The Blind Musician
- Author: Vladimir Korolenko
- Original title: Слепой музыкант
- Language: Russian
- Publisher: Russkiye Vedomosti
- Publication date: 1886
- Publication place: Russian Empire

= The Blind Musician =

1886 novel by Vladimir Korolenko

The Blind Musician (Слепой музыкант) is an 1886 novel by Vladimir Korolenko. Originally serialised in 2 February-13 April of that year by Russkiye Vedomosti, it then appeared in a considerably altered version in the July 1886 issue of Russkaya Mysl and a year later came out as a separate edition, again revised by the author. Korolenko stopped editing the text only after the book's sixth edition came out in 1898.
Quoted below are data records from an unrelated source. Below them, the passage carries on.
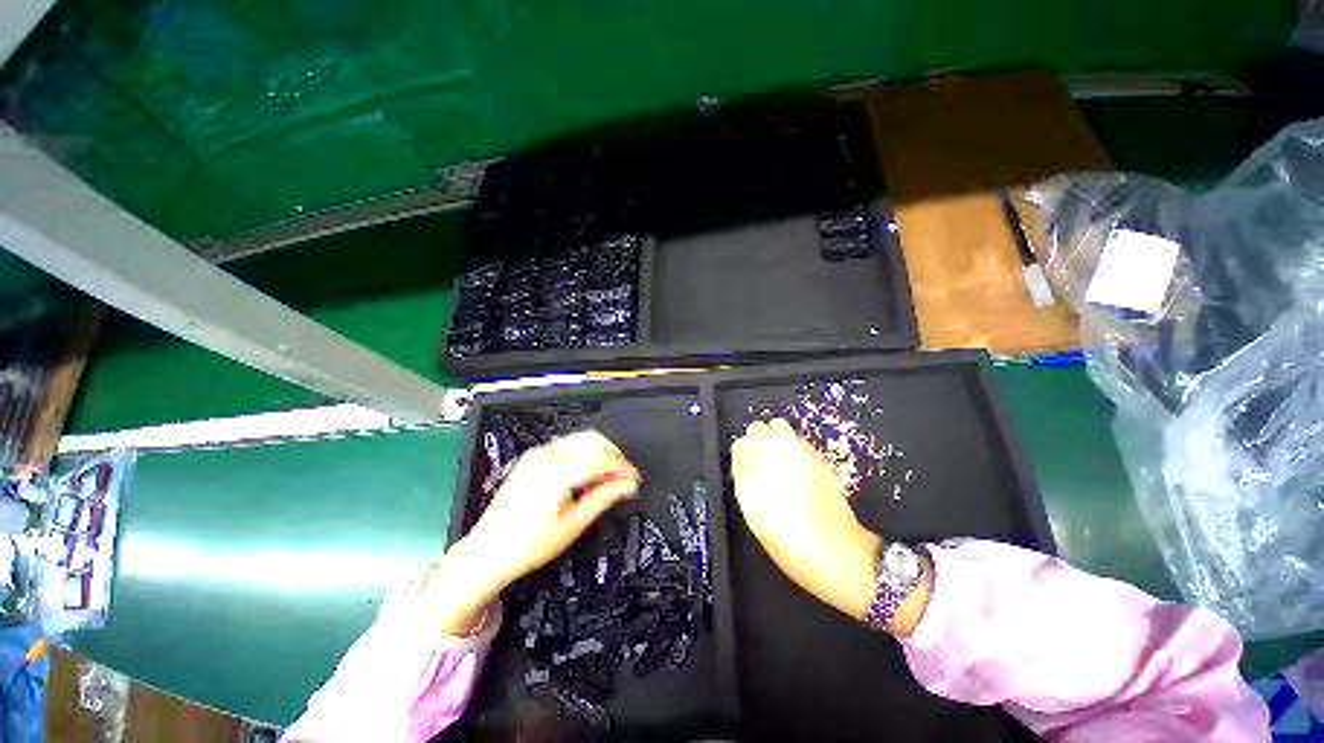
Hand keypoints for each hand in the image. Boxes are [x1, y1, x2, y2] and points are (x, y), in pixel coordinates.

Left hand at [427, 430, 640, 634]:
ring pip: (581, 439)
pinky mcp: (533, 457)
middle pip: (593, 440)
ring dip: (601, 452)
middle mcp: (547, 455)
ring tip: (611, 475)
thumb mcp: (573, 525)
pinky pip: (568, 445)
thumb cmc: (529, 545)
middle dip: (615, 455)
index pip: (602, 459)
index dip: (624, 468)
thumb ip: (604, 498)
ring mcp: (538, 453)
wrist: (487, 552)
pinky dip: (585, 453)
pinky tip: (590, 472)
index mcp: (556, 472)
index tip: (636, 479)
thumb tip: (629, 485)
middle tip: (626, 476)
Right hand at [731, 419, 881, 620]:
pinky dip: (793, 442)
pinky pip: (799, 438)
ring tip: (777, 450)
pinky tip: (796, 459)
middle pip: (756, 429)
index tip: (744, 461)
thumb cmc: (791, 548)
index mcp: (751, 481)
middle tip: (759, 453)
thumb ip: (747, 486)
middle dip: (755, 437)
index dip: (741, 453)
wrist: (839, 556)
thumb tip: (745, 467)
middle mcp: (772, 462)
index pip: (738, 447)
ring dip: (774, 434)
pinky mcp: (818, 458)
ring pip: (778, 425)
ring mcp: (797, 457)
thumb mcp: (756, 521)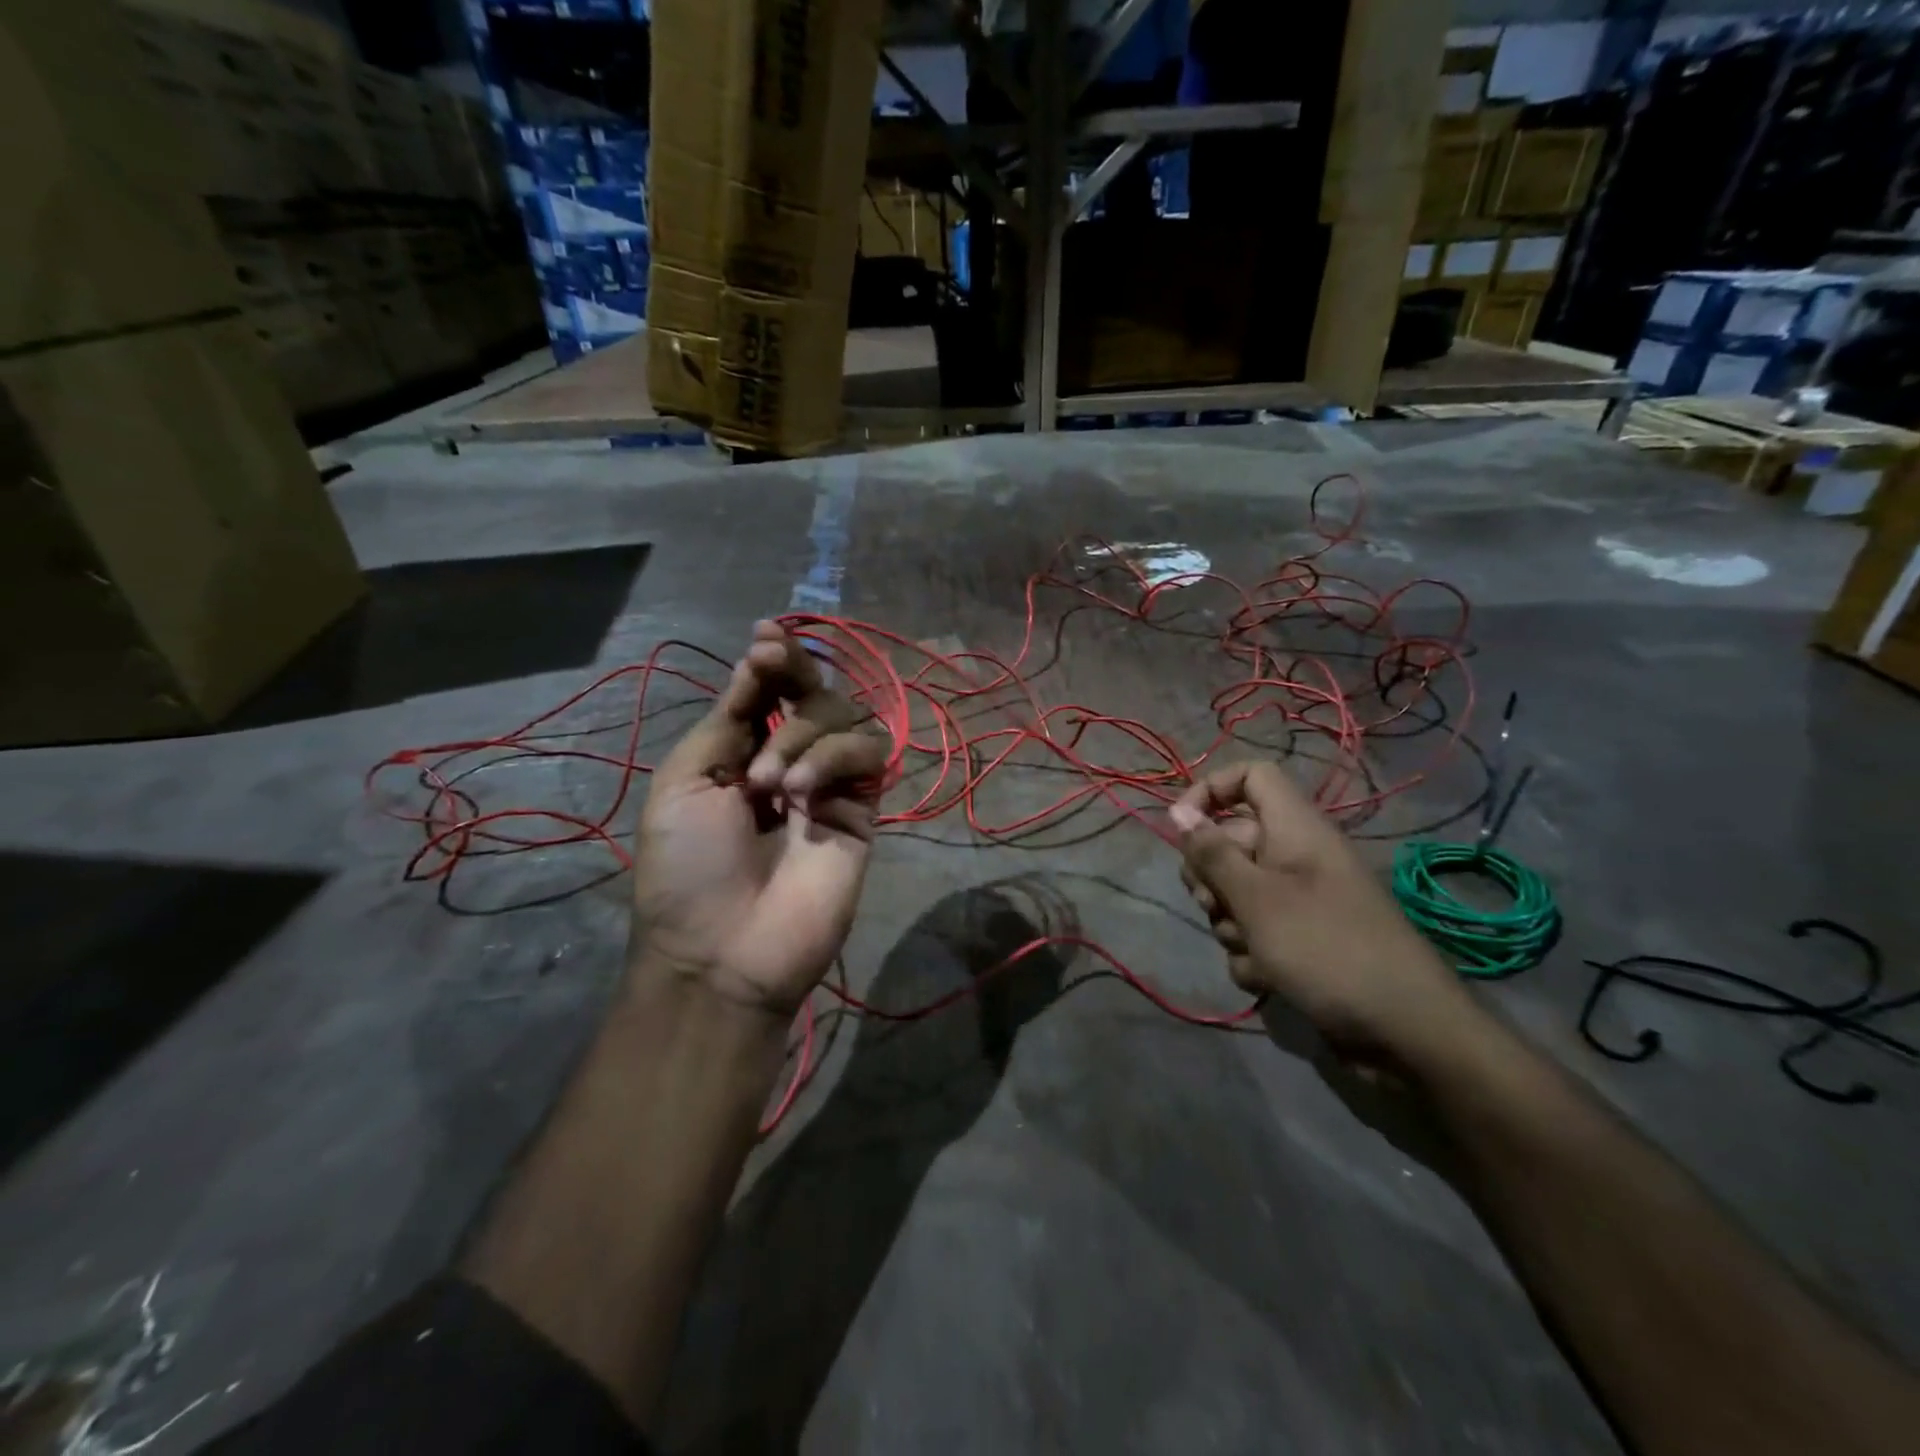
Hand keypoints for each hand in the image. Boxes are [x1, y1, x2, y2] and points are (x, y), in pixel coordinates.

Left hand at [632, 621, 886, 1015]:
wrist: (723, 949)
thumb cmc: (687, 867)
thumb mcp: (686, 780)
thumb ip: (728, 718)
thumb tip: (755, 661)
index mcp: (741, 755)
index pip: (771, 692)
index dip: (774, 660)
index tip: (766, 634)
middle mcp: (790, 761)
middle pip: (814, 693)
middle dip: (793, 674)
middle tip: (772, 665)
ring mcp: (831, 784)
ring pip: (843, 717)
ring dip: (802, 732)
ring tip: (769, 782)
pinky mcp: (864, 807)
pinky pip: (868, 753)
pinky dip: (834, 756)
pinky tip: (802, 791)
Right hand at [1169, 761, 1478, 1073]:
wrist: (1405, 1031)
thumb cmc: (1326, 949)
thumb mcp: (1256, 898)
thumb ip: (1212, 853)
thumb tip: (1178, 810)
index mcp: (1295, 829)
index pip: (1251, 776)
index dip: (1211, 789)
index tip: (1181, 826)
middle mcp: (1296, 856)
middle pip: (1231, 840)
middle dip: (1211, 876)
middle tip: (1215, 905)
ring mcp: (1299, 900)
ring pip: (1236, 892)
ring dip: (1230, 923)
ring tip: (1253, 948)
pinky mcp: (1300, 940)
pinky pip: (1255, 931)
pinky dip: (1252, 954)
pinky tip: (1267, 977)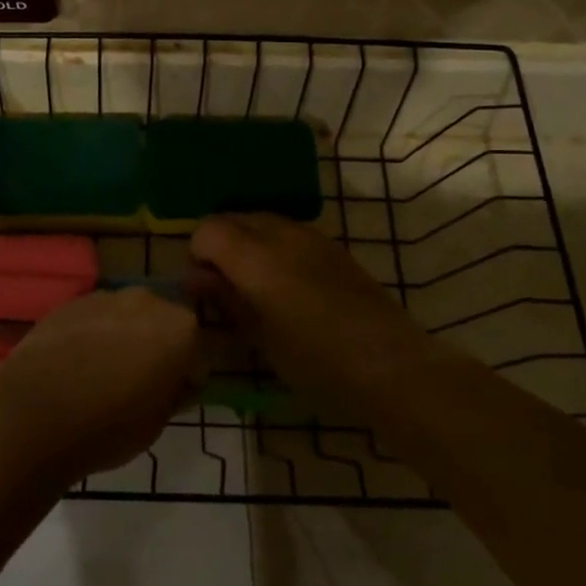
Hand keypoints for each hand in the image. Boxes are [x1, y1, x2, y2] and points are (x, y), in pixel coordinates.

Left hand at [0, 288, 205, 478]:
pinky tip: (77, 363)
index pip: (200, 351)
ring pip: (129, 316)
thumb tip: (174, 380)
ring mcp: (106, 296)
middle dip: (159, 346)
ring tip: (104, 372)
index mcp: (179, 329)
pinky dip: (95, 333)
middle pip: (164, 322)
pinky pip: (97, 317)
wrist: (32, 414)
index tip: (174, 396)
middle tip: (141, 382)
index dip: (190, 375)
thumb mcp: (156, 423)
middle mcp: (147, 301)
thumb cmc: (106, 427)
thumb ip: (174, 392)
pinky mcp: (71, 301)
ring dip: (126, 336)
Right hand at [189, 214, 424, 397]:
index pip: (208, 230)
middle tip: (225, 287)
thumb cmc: (315, 362)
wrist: (391, 367)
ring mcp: (311, 236)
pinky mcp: (334, 247)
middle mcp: (281, 234)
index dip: (198, 255)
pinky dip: (274, 247)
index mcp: (256, 257)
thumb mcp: (259, 337)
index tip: (205, 289)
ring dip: (247, 243)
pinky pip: (289, 232)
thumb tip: (194, 277)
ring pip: (262, 221)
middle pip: (234, 218)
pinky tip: (288, 286)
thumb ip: (224, 298)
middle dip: (219, 245)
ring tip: (256, 287)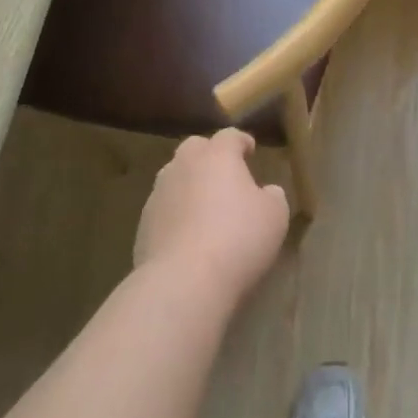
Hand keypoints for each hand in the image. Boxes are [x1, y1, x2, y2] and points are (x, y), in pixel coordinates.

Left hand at [134, 129, 288, 305]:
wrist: (183, 281)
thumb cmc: (238, 239)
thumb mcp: (274, 216)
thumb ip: (272, 196)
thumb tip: (266, 191)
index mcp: (217, 156)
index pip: (229, 136)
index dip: (242, 141)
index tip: (250, 150)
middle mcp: (183, 166)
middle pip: (195, 148)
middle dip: (210, 156)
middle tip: (225, 175)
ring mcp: (158, 194)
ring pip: (175, 177)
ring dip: (190, 184)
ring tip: (205, 206)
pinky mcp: (143, 224)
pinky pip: (164, 208)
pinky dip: (176, 214)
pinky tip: (188, 236)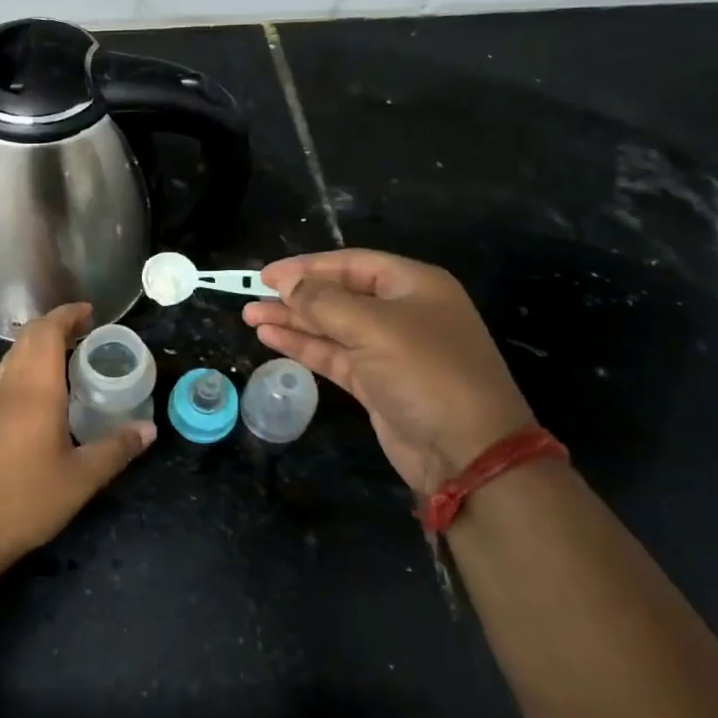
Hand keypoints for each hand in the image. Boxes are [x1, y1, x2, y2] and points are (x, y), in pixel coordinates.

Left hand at [0, 303, 153, 566]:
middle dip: (55, 324)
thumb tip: (150, 429)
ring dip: (39, 342)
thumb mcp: (81, 479)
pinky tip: (44, 388)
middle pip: (27, 337)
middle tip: (86, 331)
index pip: (46, 332)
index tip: (91, 313)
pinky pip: (6, 373)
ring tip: (69, 353)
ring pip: (13, 353)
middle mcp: (10, 387)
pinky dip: (27, 362)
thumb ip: (116, 449)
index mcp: (35, 390)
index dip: (67, 315)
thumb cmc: (26, 500)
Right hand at [244, 250, 533, 494]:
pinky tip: (272, 338)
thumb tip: (285, 283)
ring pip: (332, 326)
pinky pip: (334, 355)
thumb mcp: (373, 327)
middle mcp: (403, 312)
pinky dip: (304, 346)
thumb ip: (323, 302)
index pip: (352, 264)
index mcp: (414, 286)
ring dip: (293, 320)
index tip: (266, 274)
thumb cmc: (426, 373)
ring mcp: (389, 350)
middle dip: (296, 295)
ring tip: (250, 316)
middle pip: (339, 294)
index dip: (307, 266)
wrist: (468, 454)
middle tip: (251, 295)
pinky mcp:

Arguably his most acclaimed and best-known work, The Blind Musician caused controversy in its time and was subjected to severe criticism from the Moscow University's private docent A.M. Shcherbina, who had lost sight at the age of two and considered Korolenko's theories regarding blind people's 'intrinsic longing for light' totally groundless. "...To create a creditable treatise on blind man's psychology has never been my objective. The idea was, rather, to bring to closer examination man's longing for all things unattainable, for this ever missing fullness of life," Korolenko explained in a 10 January 1917 letter to Arkady Gornfeld.